Warten auf den Weltuntergang

Seit 1740 befindet sich der Maya-Codex in Dresden, doch noch nie hat es so einen Besucheransturm gegeben, wie in diesem Jahr. Hartnäckig hält sich das Gerücht vom nahenden Weltuntergang, den der Maya-Kalender für 2012 vorhersagen soll.+++

Der Ansturm auf den Maya Codex im Buchmuseum der Staats- und Universitätsbibliothek in Dresden ist riesig. Am Donnerstag, zur Eröffnung der neuen Sonderausstellung rund um den geheimnisvollen Maya-Kalender platzten die Räume aus allen Nähten. Als Redner hatte sich Deutschlands führender Maya-Forscher aus Bonn angekündigt.

Und mit einem Missverständnis räumt er gleich auf: am 21. Dezember 2012 wird die Welt aller Voraussicht nach nicht untergehen. Tatsächlich geht an diesem Tag der 13. Maya-Zyklus seit Erschaffung der Welt zu Ende. Zusammen mit der Flutszene aus dem Dresdner Codex entstand so die Vorstellung vom Ende der Welt.

Interview im Video mit Prof. Nikolai Grube, Maya-Forscher

Davon können sich Besucher des Buchmuseums in Dresden nun selbst ein Bild machen. Die neue Ausstellung erklärt, was auf den einzelnen Seiten des Codex dargestellt ist und was es bedeutet.
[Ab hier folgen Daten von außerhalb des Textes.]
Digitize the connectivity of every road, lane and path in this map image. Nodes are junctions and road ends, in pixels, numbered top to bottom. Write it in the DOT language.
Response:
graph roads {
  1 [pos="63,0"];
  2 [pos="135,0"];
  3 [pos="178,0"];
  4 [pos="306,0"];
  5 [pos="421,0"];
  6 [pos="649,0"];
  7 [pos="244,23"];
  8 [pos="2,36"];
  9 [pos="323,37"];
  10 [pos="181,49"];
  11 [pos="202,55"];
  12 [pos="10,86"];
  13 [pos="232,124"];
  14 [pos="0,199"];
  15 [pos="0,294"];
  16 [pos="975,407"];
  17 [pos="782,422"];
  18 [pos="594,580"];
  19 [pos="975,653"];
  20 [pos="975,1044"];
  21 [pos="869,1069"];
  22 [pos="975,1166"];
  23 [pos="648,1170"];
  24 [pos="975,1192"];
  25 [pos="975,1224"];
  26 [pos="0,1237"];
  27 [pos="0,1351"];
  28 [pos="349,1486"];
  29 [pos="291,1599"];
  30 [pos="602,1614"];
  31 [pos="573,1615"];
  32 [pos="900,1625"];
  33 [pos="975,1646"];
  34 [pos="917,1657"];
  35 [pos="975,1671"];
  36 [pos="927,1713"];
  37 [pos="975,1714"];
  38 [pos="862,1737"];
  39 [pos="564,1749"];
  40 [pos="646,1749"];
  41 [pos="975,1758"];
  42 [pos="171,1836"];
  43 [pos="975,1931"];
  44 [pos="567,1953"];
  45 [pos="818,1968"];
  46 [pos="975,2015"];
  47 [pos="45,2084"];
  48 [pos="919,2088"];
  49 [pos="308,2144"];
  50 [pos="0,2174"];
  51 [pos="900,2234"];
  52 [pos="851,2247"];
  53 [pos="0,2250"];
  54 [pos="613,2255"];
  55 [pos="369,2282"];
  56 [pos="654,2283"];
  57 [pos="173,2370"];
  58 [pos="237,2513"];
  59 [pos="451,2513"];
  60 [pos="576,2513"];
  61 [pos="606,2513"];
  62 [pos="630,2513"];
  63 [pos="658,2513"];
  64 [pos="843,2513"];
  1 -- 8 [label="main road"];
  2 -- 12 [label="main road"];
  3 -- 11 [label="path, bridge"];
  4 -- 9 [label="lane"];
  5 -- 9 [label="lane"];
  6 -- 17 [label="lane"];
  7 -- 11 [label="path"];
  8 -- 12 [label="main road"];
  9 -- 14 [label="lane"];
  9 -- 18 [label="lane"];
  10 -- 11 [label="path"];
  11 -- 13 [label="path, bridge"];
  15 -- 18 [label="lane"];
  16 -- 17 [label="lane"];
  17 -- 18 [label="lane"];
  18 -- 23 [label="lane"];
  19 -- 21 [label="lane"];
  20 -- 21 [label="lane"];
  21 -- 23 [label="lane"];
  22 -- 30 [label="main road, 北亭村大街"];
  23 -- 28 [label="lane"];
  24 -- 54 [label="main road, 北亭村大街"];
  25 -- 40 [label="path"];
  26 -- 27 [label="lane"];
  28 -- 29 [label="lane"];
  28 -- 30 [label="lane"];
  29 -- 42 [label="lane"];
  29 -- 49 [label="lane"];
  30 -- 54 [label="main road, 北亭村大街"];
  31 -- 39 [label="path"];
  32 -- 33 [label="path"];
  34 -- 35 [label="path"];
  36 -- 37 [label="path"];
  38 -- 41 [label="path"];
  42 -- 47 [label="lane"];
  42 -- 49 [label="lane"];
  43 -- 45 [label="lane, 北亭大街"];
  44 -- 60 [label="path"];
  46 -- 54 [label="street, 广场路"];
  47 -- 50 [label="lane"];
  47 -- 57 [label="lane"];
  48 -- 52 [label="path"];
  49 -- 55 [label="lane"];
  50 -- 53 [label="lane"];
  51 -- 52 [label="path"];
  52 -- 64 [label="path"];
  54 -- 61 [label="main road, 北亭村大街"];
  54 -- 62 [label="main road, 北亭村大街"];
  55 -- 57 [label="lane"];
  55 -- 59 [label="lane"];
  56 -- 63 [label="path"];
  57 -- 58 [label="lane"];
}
Diesem Rätsel wollen immer mehr Menschen auf den Grund gehen. 

Interview im Video mit Katrin Nitzschke, Leiterin Buchmuseum

Weltweit existieren nur noch drei Handschriften der Mayas aus vorspanischer Zeit und keine in Mittelamerika. Die Eroberer haben alles verbrannt. Immer wieder kommen deshalb auch Nachfahren der Maya nach Dresden, um den Codex zu sehen. 

Interview im Video mit Katrin Nitzschke, Leiterin Buchmuseum

Der Maya-Codex wird uns dieses Jahr noch viel beschäftigen. Im April veröffentlicht Nikolai Grube ein Buch, in dem erstmals alle Seiten des Codex systematisch kommentiert werden. Im Mai hat ein Film eines Dresdner Filmteams Kinopremiere und im September will der mexikanische Botschafter zu einem Maya-Fest in Dresden einladen.